肖师傅手持刚出窑的硋器轻慢旋转,久久端详。秋日的斜阳正好照在他的脸上,温馨的画面如同此刻的村庄,宁静、安详。

肖师傅14岁学艺,至今已守护这座古龙窑54年。硋是介于陶与瓷之间的黑瓷,是我国南方人家常见的生活器物。农村普通家庭常见的茶器、盐罐、酒缸等各式硋器,就出自这种柴烧土窑。

我自幼对乡村手艺人心存敬意。刨刀、墨斗、斧子、曲尺、凿子、锯子,就地取材的杉木,在木匠的手中,不用两天就变成了一副桌椅。又黑又硬的棉絮,在弹花匠木槌敲击弓弦的悦耳声中,重焕洁白、温暖的质地。我常常蹲守数小时,观察他们的巧手匠心,乐此不疲。

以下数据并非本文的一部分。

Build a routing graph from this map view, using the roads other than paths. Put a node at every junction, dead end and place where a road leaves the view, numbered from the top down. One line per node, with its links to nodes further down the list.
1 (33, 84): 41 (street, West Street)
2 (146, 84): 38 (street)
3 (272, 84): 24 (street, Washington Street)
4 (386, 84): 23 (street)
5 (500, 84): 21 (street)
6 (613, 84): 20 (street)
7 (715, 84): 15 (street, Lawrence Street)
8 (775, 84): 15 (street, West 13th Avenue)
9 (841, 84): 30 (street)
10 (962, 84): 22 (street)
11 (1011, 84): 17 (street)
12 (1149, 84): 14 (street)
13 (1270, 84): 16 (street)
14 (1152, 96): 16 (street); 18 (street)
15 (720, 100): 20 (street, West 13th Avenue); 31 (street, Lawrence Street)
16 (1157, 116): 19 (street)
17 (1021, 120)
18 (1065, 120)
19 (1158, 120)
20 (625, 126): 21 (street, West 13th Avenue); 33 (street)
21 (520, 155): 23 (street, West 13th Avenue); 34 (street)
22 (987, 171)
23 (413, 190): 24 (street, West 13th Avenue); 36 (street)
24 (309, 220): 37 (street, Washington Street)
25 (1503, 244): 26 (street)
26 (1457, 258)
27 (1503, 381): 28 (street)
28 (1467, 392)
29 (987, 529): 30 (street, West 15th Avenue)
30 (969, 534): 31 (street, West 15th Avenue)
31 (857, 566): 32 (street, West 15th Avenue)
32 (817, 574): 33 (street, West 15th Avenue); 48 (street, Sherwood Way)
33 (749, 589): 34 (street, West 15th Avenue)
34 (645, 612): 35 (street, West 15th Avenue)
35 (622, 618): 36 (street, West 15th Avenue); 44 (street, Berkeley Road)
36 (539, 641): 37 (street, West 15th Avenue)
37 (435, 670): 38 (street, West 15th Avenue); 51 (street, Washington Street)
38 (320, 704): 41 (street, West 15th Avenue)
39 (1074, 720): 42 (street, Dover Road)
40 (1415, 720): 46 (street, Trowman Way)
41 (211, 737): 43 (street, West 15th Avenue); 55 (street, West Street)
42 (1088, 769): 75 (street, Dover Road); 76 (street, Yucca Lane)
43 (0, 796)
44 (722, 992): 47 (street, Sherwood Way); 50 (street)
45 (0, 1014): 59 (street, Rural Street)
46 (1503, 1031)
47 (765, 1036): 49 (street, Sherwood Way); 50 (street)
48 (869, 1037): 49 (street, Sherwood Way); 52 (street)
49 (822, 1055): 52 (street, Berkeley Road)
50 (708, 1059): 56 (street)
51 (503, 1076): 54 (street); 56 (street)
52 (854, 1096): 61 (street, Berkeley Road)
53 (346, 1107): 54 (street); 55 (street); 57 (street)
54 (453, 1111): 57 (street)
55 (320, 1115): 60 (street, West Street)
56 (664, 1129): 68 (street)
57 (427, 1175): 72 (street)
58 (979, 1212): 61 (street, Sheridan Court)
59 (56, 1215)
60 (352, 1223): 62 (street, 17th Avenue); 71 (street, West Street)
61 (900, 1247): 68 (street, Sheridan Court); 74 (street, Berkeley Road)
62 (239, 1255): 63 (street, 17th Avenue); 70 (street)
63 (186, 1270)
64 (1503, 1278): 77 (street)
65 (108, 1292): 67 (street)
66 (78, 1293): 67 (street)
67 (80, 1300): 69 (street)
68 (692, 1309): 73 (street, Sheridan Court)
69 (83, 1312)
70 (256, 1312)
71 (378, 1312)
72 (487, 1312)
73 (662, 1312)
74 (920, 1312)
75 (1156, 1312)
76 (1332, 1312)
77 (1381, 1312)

父亲曾经也是一名手艺人,擅长制作用于酿酒的红曲,带着一众乡亲生产红曲并卖到福州、南平等地。在童年时期,我经常不厌其烦地观察红曲制作从选米、浸泡、蒸煮、接种、发酵、晒干的整个过程,尤其对蒸煮环节情有独钟。蒸熟的大米从大木桶里倒出时,米香四溢,而等候的孩童们便有了一团冒着热气的米饭,烫得我们左右手不停倒腾。公私分明的父亲是绝对不会带我们进入蒸米现场的,小孩都是趁着工人开门的瞬间挤入厂里,只要人数不多,善良的工友也就睁一只眼闭一只眼,装作没注意。

父亲是厂长也是工人,从购米到红曲销售,父亲从不假公济私,曲厂在父亲的手上稳健地经营了近二十年。后来有人觉得这定是个肥缺,父亲让出了位置,不少工友和父亲退出了曲厂。还没几年,曲厂就倒闭了。

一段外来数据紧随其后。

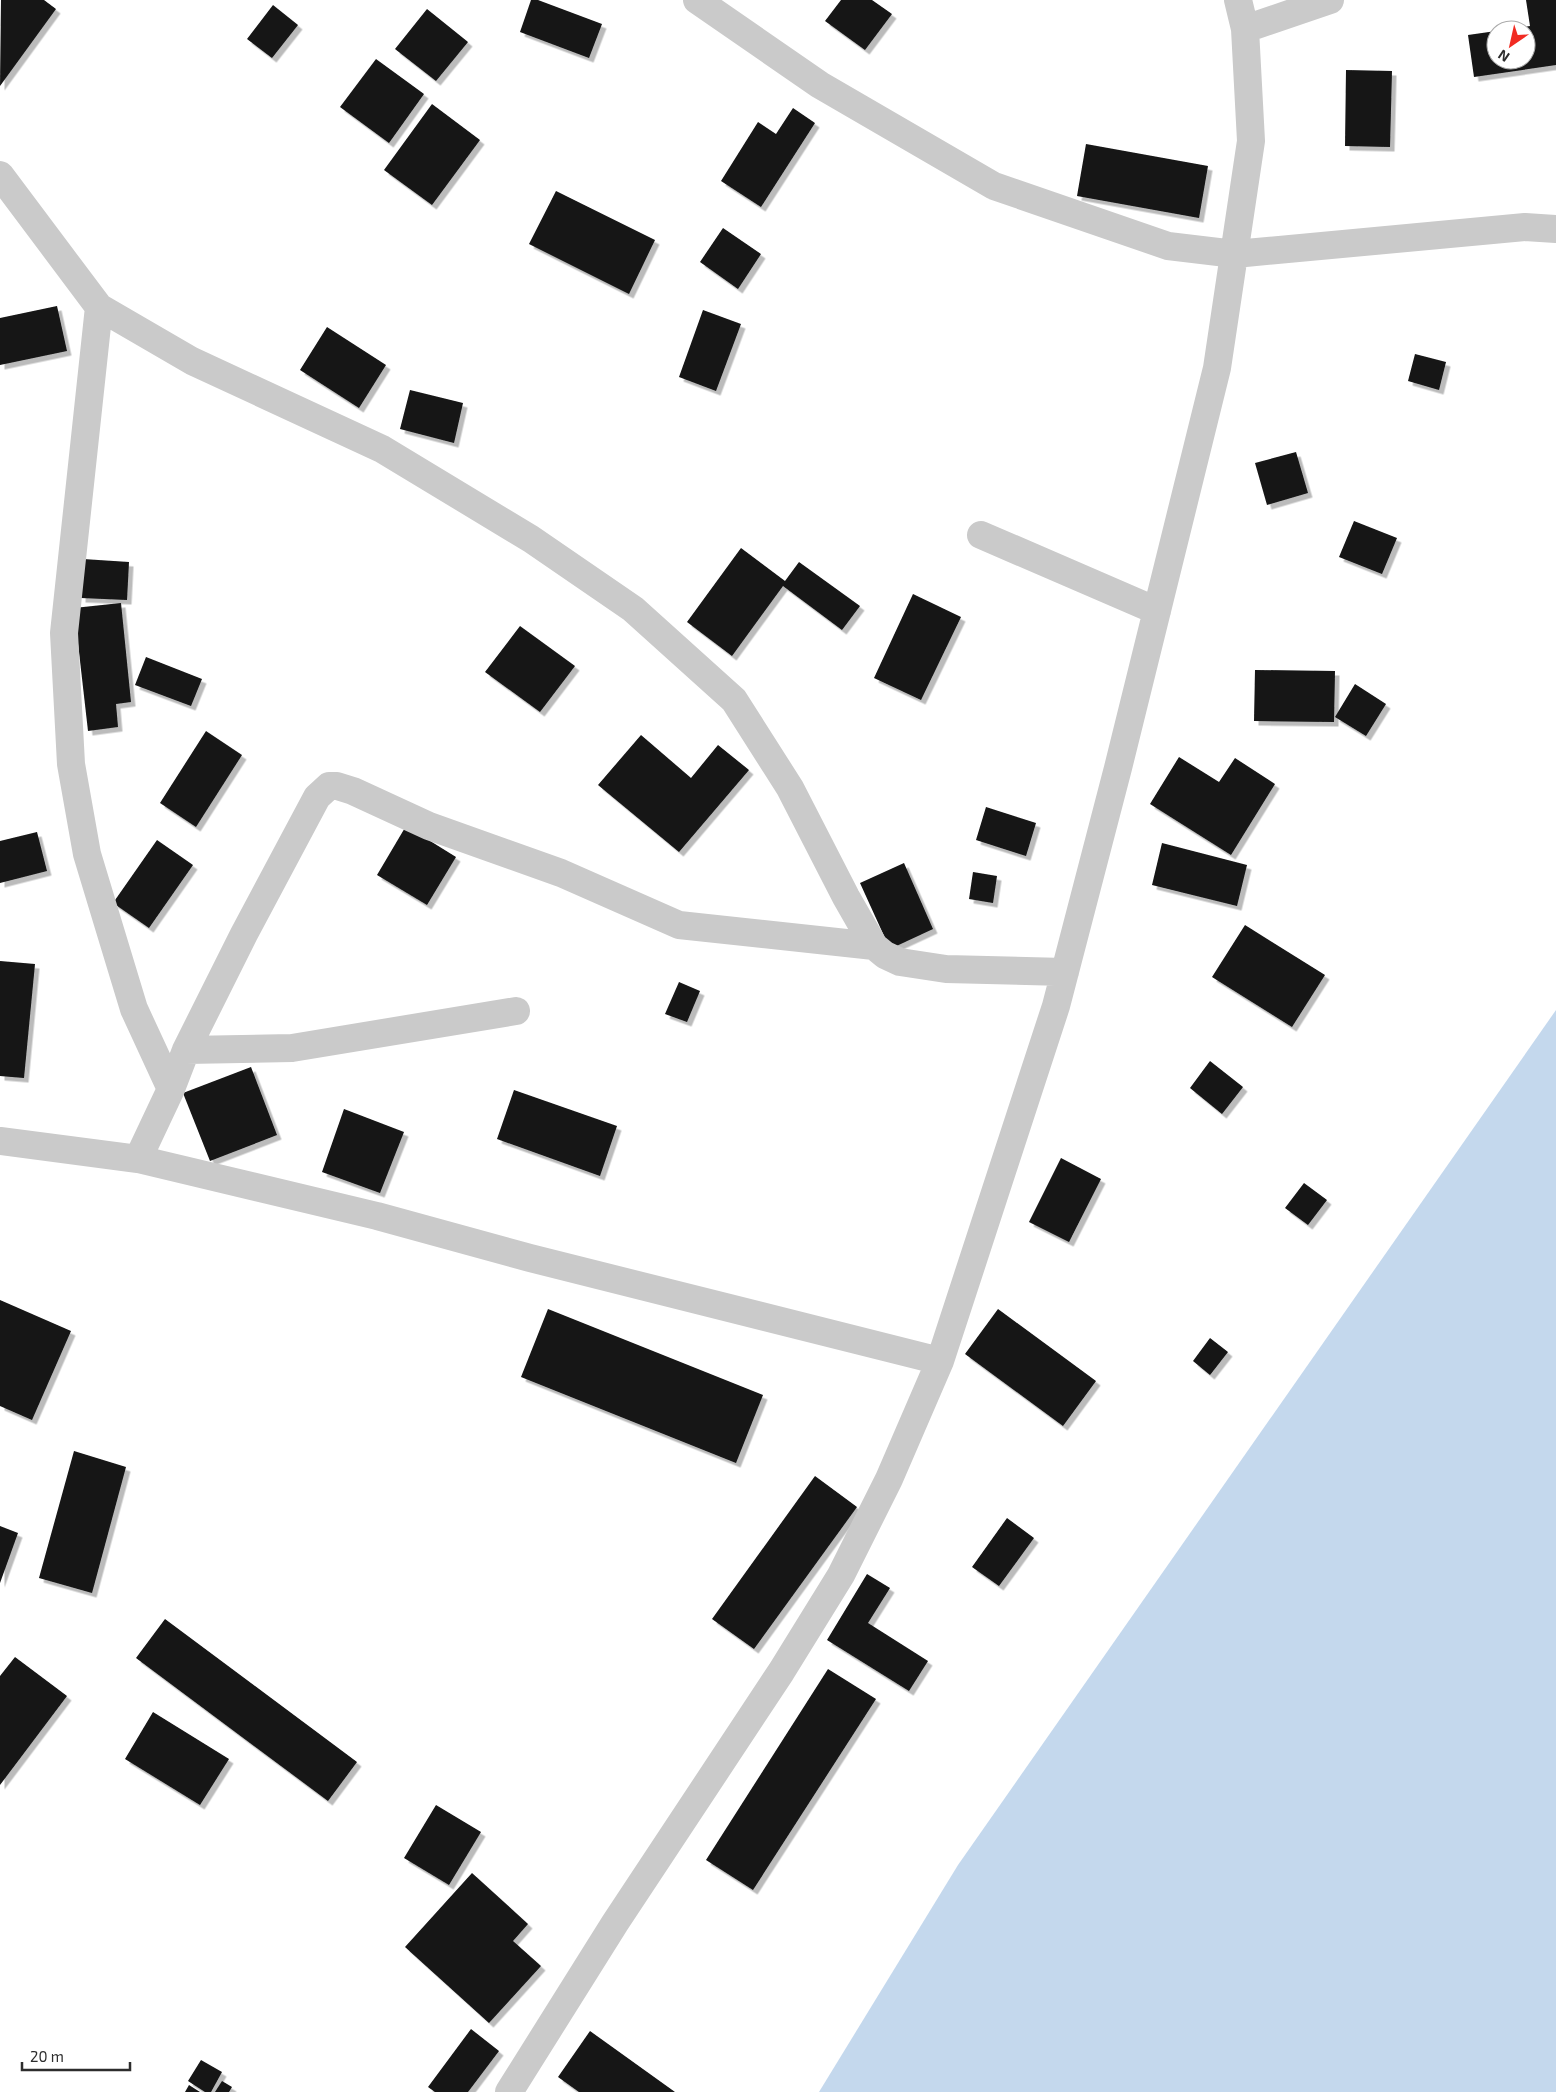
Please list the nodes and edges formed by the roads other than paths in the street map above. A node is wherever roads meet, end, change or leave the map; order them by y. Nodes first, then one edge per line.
1 (696, 0) edge
2 (1238, 0) edge
3 (1330, 0) edge
4 (1245, 29) junction
5 (0, 174) edge
6 (1556, 229) edge
7 (1235, 254) junction
8 (99, 307) junction
9 (981, 535) dead end
10 (1157, 611) junction
11 (874, 946) junction
12 (1066, 972) junction
13 (516, 1011) dead end
14 (186, 1050) junction
15 (171, 1089) junction
16 (0, 1141) edge
17 (138, 1159) junction
18 (940, 1361) junction
19 (509, 2092) edge

1 - 7 street
2 - 4 street
3 - 4 street
4 - 7 street
5 - 8 street
6 - 7 street
7 - 10 street
8 - 11 street
8 - 15 street
9 - 10 street
10 - 12 street
11 - 12 street
11 - 14 street
12 - 18 street
13 - 14 street
14 - 15 street
15 - 17 street
16 - 17 street
17 - 18 street
18 - 19 street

在我13年左右的村居生活印象中,乡村手艺人几乎无所不能,涵盖村居生活的所食所用。至于土木结构的闽东民居,更是集纳了木匠、石匠等众多乡村手艺人的集体智慧。初中起,我外出求学,后来工作也在外地,于乡村而言,我已经成为一个过客,对于村居生活的种种细节,再也没有童年时那么深切的感受。

我走过成百上千的乡村,从江南到东北,从沿海到西部。我喜欢有个性的村庄,居所、服饰、语言、性格、习俗各不相同,在发展中清晰地知道应该改变什么,传承什么。多彩的村落远胜于千城一面的无趣。

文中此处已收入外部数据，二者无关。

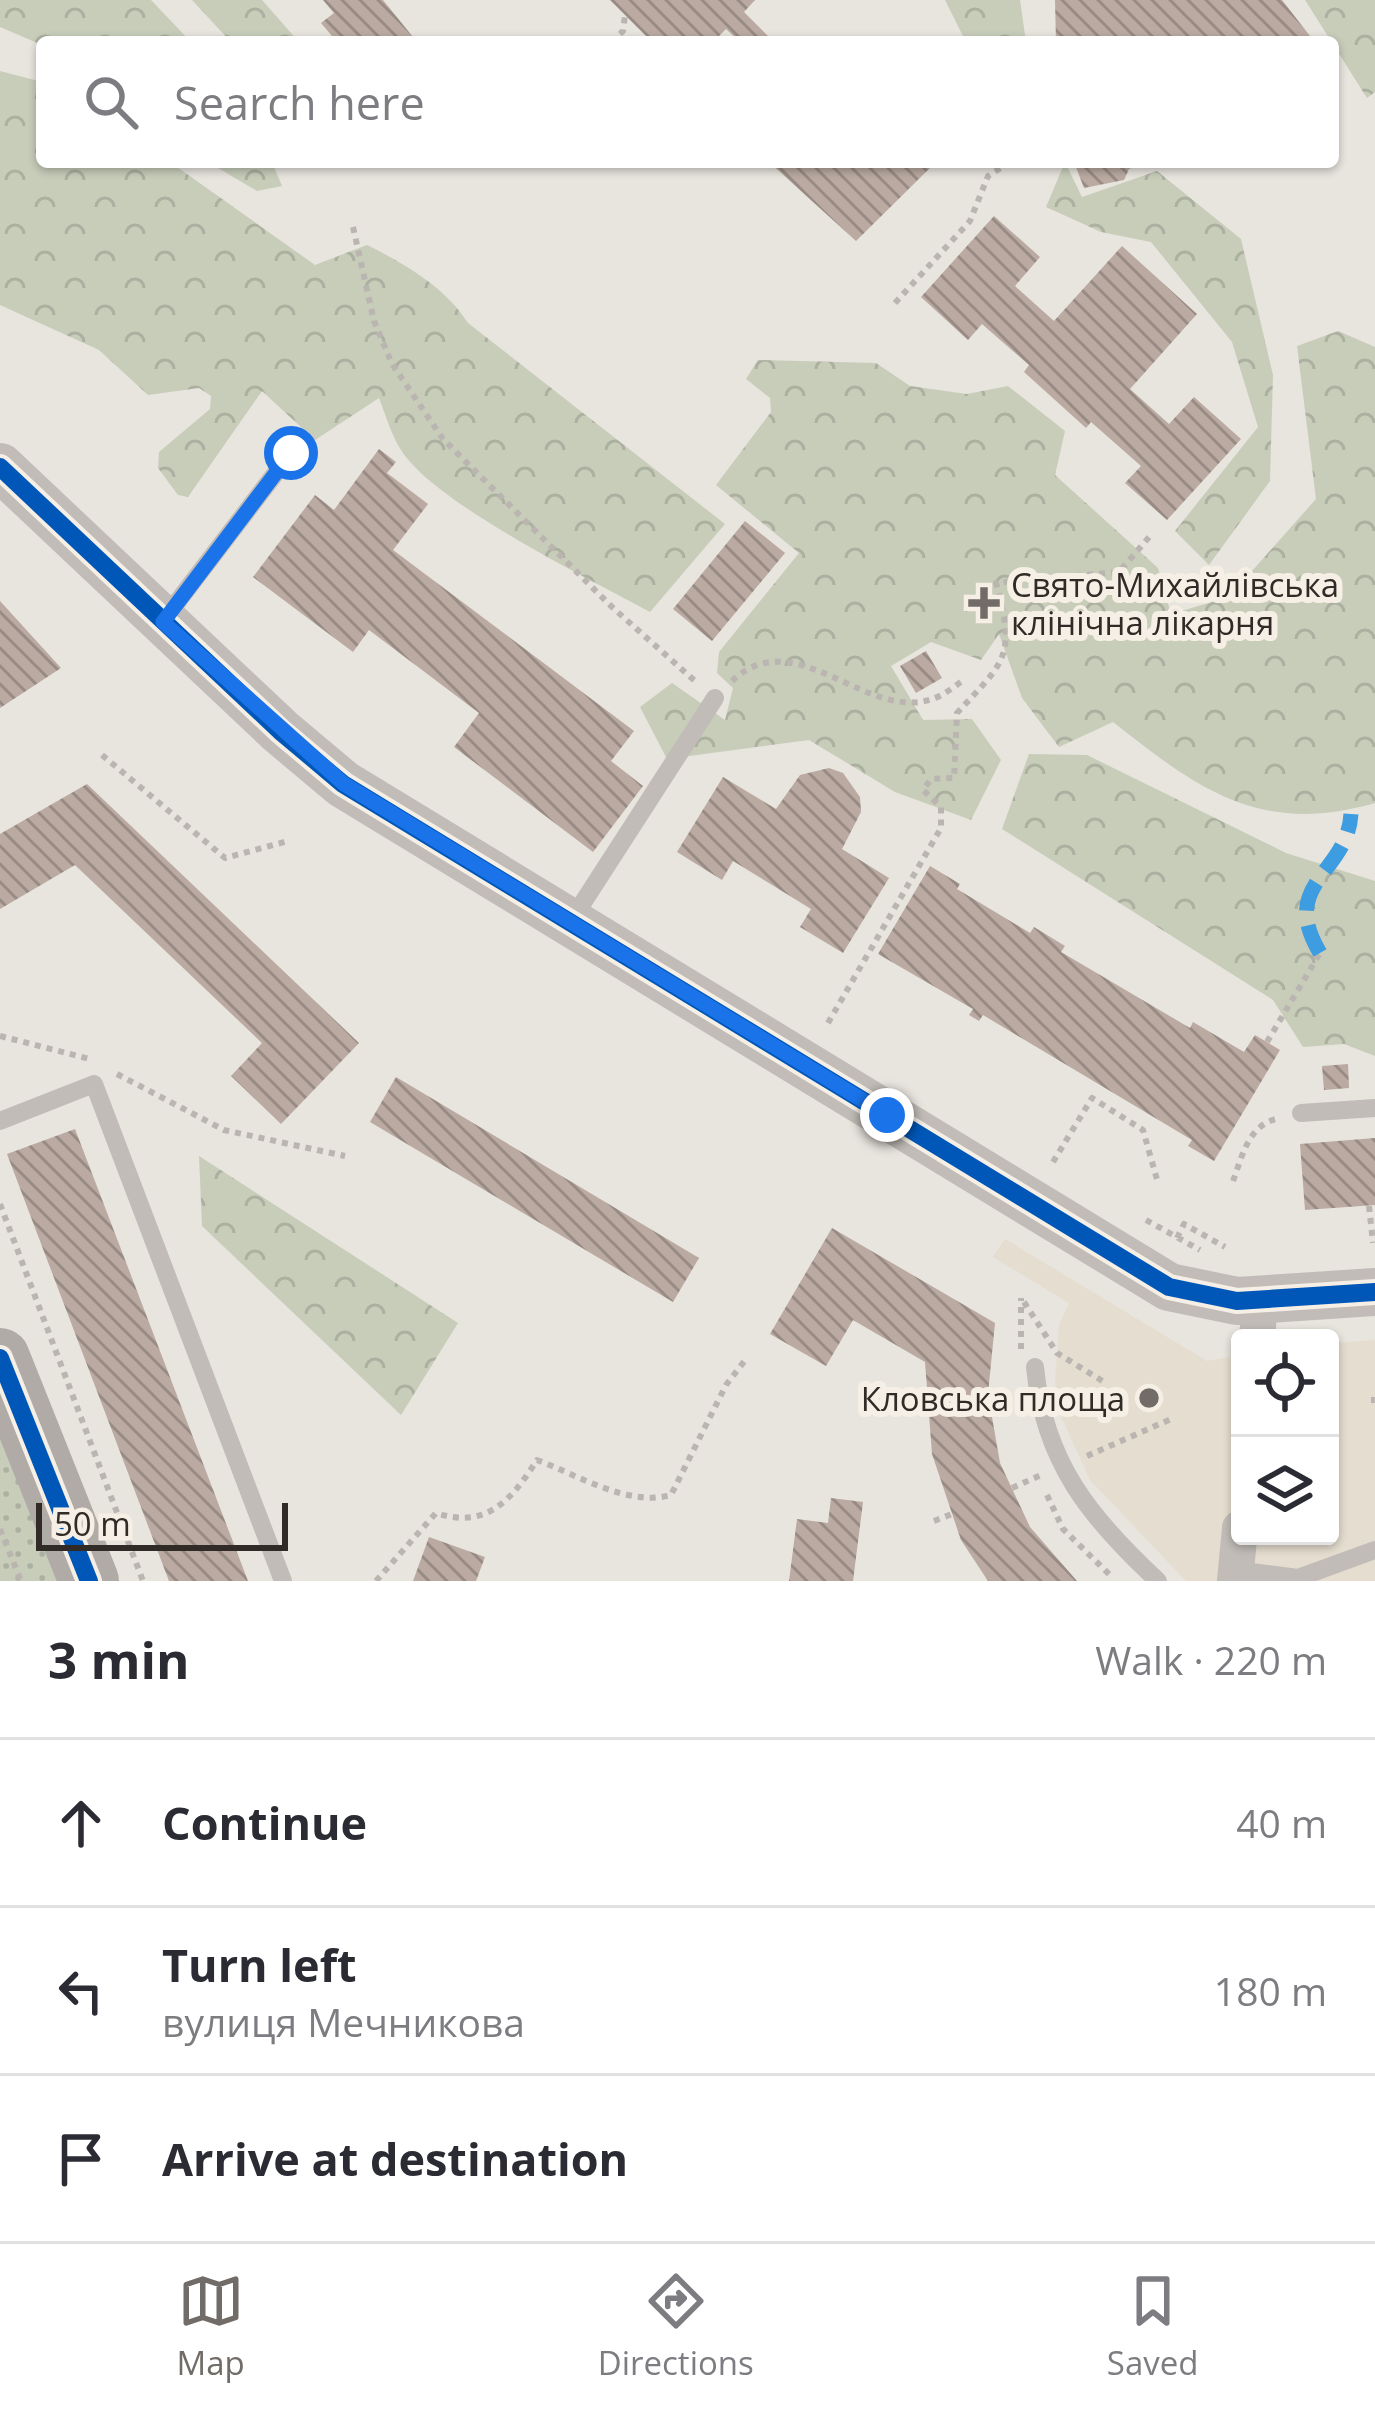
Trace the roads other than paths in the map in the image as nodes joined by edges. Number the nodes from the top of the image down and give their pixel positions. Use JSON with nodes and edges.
{"nodes":[{"id":1,"x":291,"y":453,"type":"dead end"},
{"id":2,"x":0,"y":467,"type":"edge"},
{"id":3,"x":163,"y":622,"type":"junction"},
{"id":4,"x":715,"y":698,"type":"road end"},
{"id":5,"x":569,"y":924,"type":"junction"},
{"id":6,"x":1375,"y":1108,"type":"edge"},
{"id":7,"x":1301,"y":1113,"type":"road end"},
{"id":8,"x":0,"y":1121,"type":"edge"},
{"id":9,"x":1375,"y":1292,"type":"edge"},
{"id":10,"x":1258,"y":1320,"type":"edge"},
{"id":11,"x":0,"y":1358,"type":"edge"},
{"id":12,"x":1035,"y":1367,"type":"dead end"},
{"id":13,"x":1239,"y":1545,"type":"edge"},
{"id":14,"x":1375,"y":1550,"type":"edge"},
{"id":15,"x":1236,"y":1575,"type":"edge"},
{"id":16,"x":89,"y":1581,"type":"edge"},
{"id":17,"x":283,"y":1581,"type":"edge"},
{"id":18,"x":1158,"y":1581,"type":"edge"}],
"edges":[{"from":1,"to":3,"type":"lane"},
{"from":2,"to":3,"type":"street"},
{"from":3,"to":5,"type":"street"},
{"from":4,"to":5,"type":"lane"},
{"from":5,"to":10,"type":"street"},
{"from":6,"to":7,"type":"lane"},
{"from":8,"to":17,"type":"lane"},
{"from":9,"to":10,"type":"street"},
{"from":11,"to":16,"type":"main road"},
{"from":12,"to":18,"type":"lane"},
{"from":13,"to":15,"type":"street"},
{"from":14,"to":15,"type":"lane"}]}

“忘记历史就意味着背叛”,这话不仅适用于一个国家、一个民族,也适用于一个人。乡愁其实是一种深藏内心的情愫,时常因乡间的一草一木一物被唤醒。乡村里那些年代已远的物件大多算不上精致,但却蕴藏着自然、古朴的味道,让离乡的游子不禁怀想起童年,怀想起邻里守望相助的朴素、温馨。

许多乡村手艺人已经淡出了我们的视野,比如磨刀匠、补锅匠、弹棉匠等。经常在乡村间行走,惊喜与失落常常相伴而生。2019年,肖师傅的儿子携家带口从上海返回故乡继承父业,成为肖家制硋技艺的第八代传人,不断尝试着制作工艺更为精细的硋器。我相信,肖师傅是欣慰的,儿子不仅传承了他的手艺,并一直在精进着这种古法技艺。“只有创新,才会有持续不断的生命力。”父子两代人在坚守与传承间守护着制硋这种传统技艺。

日落时分,我们在纯池溪畔遇见般若寺,住持介绍,寺院始建于唐代,现在保存的是清代重修的建筑。暮云霞光、檐角飞扬,在微微荡漾的水波中,飘动着自然与人文交融的神韵。

草木葳蕤,花香氤氲,这是自然的馈赠;炼土成瓷、凿木营宅,这是手艺人的“天工开物”。行走在乡村山水间,我品读着守护与传承的意义。